The analysis indicated that approximately 581 amputees with major amputations required various kind of prosthesis, contrary to the initial perception echoed by various nongovernmental organizations that “thousands” of artificial limbs were required for rehabilitation of the post-earthquake amputees. It is therefore appropriate to carefully and proactively identify a few qualified institutions that are recognized for designing, manufacturing and fitting prosthetic devices rather than allowing a large number of unskilled organizations that would not be able to perform effectively. Almost all the amputees with lower-limb amputations have been fitted with prosthetic devices; however due to limitations of technology in functional ability and high manufacturing cost, a limited number of amputees with upper-limb amputations were provided with the required prosthesis.
A female predominance was evident among the cases with reported spinal injuries and amputations. In developing countries women with disabilities face stereotypes and challenges posed by their femininity as well as by being a PWD. Out of the total reported victims, 28.6% were below 18 years age; their observed disability-related functional limitations produced damaging socioeconomic effects on individuals and families and posed disproportionate psychological, emotional, social and financial hardship as they were compelled to cope continuously with the additional burden of providing care and ensuring basic livelihood essentials.

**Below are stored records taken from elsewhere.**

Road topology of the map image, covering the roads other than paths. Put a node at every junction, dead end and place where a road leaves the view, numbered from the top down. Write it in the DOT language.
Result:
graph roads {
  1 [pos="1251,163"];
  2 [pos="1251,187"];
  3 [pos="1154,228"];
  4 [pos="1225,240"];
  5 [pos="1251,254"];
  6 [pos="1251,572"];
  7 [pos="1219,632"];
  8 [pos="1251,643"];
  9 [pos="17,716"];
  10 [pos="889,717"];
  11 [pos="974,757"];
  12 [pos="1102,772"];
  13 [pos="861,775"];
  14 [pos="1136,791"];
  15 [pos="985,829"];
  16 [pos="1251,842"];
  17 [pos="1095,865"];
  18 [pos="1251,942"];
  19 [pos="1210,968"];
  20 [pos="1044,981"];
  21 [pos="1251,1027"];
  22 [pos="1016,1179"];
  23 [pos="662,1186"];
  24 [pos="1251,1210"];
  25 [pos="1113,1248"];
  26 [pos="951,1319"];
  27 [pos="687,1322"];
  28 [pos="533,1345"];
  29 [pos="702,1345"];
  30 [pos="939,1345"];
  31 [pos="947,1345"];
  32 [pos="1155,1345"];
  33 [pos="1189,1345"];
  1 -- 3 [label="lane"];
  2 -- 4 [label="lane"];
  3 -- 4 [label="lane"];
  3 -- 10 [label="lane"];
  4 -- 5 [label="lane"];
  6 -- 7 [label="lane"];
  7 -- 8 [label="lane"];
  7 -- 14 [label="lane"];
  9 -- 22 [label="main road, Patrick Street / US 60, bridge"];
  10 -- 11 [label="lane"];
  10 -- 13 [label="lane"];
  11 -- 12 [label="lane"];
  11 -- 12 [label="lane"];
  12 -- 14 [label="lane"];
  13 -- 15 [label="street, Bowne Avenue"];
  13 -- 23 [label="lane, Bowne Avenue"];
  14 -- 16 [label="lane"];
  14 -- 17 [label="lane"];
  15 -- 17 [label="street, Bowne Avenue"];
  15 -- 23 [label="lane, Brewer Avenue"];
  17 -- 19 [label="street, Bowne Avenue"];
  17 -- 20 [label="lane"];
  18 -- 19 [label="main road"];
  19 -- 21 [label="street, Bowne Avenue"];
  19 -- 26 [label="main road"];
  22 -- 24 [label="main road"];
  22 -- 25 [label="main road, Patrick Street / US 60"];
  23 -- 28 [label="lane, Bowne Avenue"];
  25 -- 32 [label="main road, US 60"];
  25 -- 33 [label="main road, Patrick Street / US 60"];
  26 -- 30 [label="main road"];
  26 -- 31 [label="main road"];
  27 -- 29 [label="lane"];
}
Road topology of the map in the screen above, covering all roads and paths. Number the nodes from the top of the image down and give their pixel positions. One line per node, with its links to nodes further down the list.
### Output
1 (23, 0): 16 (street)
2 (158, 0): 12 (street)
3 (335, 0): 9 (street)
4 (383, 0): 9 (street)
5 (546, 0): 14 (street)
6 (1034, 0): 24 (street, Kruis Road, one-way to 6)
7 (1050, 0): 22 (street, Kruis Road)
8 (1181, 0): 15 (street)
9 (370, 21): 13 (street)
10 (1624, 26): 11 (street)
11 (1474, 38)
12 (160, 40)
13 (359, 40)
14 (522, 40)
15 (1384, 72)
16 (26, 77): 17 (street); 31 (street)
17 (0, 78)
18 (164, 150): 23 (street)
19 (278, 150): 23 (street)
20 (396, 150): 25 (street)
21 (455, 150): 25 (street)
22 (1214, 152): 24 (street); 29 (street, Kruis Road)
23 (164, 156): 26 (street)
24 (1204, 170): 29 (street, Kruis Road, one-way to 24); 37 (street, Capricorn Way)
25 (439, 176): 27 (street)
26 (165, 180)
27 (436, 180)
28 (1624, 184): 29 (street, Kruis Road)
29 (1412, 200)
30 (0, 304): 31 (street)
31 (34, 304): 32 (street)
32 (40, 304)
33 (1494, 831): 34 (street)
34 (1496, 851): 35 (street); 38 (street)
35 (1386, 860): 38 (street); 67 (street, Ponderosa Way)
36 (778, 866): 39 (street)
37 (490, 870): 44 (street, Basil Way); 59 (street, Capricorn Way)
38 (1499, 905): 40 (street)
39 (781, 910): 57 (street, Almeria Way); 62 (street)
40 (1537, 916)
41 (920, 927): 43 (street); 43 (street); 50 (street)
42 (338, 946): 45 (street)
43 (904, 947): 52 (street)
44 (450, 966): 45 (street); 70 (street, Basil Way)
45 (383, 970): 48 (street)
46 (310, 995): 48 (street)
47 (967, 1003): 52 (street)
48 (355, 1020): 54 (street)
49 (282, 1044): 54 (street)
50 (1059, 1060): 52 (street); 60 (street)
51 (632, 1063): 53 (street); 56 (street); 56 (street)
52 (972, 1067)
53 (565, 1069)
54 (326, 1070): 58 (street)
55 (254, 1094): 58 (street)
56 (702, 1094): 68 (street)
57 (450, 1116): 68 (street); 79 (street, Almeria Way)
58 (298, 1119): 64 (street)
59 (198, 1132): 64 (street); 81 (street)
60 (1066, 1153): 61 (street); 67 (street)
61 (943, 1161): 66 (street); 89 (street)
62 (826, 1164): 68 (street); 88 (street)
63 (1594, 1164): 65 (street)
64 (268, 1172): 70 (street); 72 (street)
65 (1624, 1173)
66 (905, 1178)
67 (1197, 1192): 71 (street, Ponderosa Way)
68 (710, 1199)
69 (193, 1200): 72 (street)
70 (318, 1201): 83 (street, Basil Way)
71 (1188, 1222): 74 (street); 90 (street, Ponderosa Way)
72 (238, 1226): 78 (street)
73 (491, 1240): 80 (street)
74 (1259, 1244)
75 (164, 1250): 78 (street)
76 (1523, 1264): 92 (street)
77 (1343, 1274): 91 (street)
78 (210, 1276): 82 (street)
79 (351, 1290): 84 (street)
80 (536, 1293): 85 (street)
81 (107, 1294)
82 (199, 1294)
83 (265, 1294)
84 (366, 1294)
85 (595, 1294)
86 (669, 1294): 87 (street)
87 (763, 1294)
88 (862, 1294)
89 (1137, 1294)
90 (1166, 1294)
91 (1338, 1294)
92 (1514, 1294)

The major challenge was the reintegration of these large numbers of PWDs back into their communities where environmental accessibility, non-availability of essential and rehabilitative health care facilities and attitudinal barriers continued to impede people from reaching their full potential [15]. To surmount these difficulties, a regional plan for CBR was designed for the earthquake-affected districts in April 2006, with WHO technical support. The CBR programme has increased public awareness regarding disability issues, improved functional limitations, facilitated the development of targeted livelihood programmes, mandated inclusive education and empowered PWDs through the formation of village CBR committees and disabled people organizations.
The post-earthquake response relating to disabilities was unique as for the first time in the disaster-hit region, an innovative concept combining institutional and community-based rehabilitation was introduced successfully for the pre- and post-earthquake PWDs, with the intervention ultimately leading to the inception of a national CBR programme in the country.
The October 2005 earthquake was a national wake-up call, as it highlighted and brought to the fore the issue of PWDs. It has also provided an opportunity for introspection on the state of disaster management related to disabilities. Many preventable amputations and incomplete spinal cord injuries would not have resulted in permanent damage had there generally been a high level of emergency preparedness and appropriate steps taken for disaster reduction, mitigation and preparedness, particularly in the context of disabilities. Timely and proper referral assumes great importance vis-à-vis spinal injuries, which necessitates mandatory training not only for health professionals, but also for front-line rescuers who are the first to reach a disaster site. Pakistan’s 2005 earthquake experience should be viewed in relation to the lessons learnt, in order to ensure that lapses in the response and management that occurred are avoided in future unforeseeable adversity.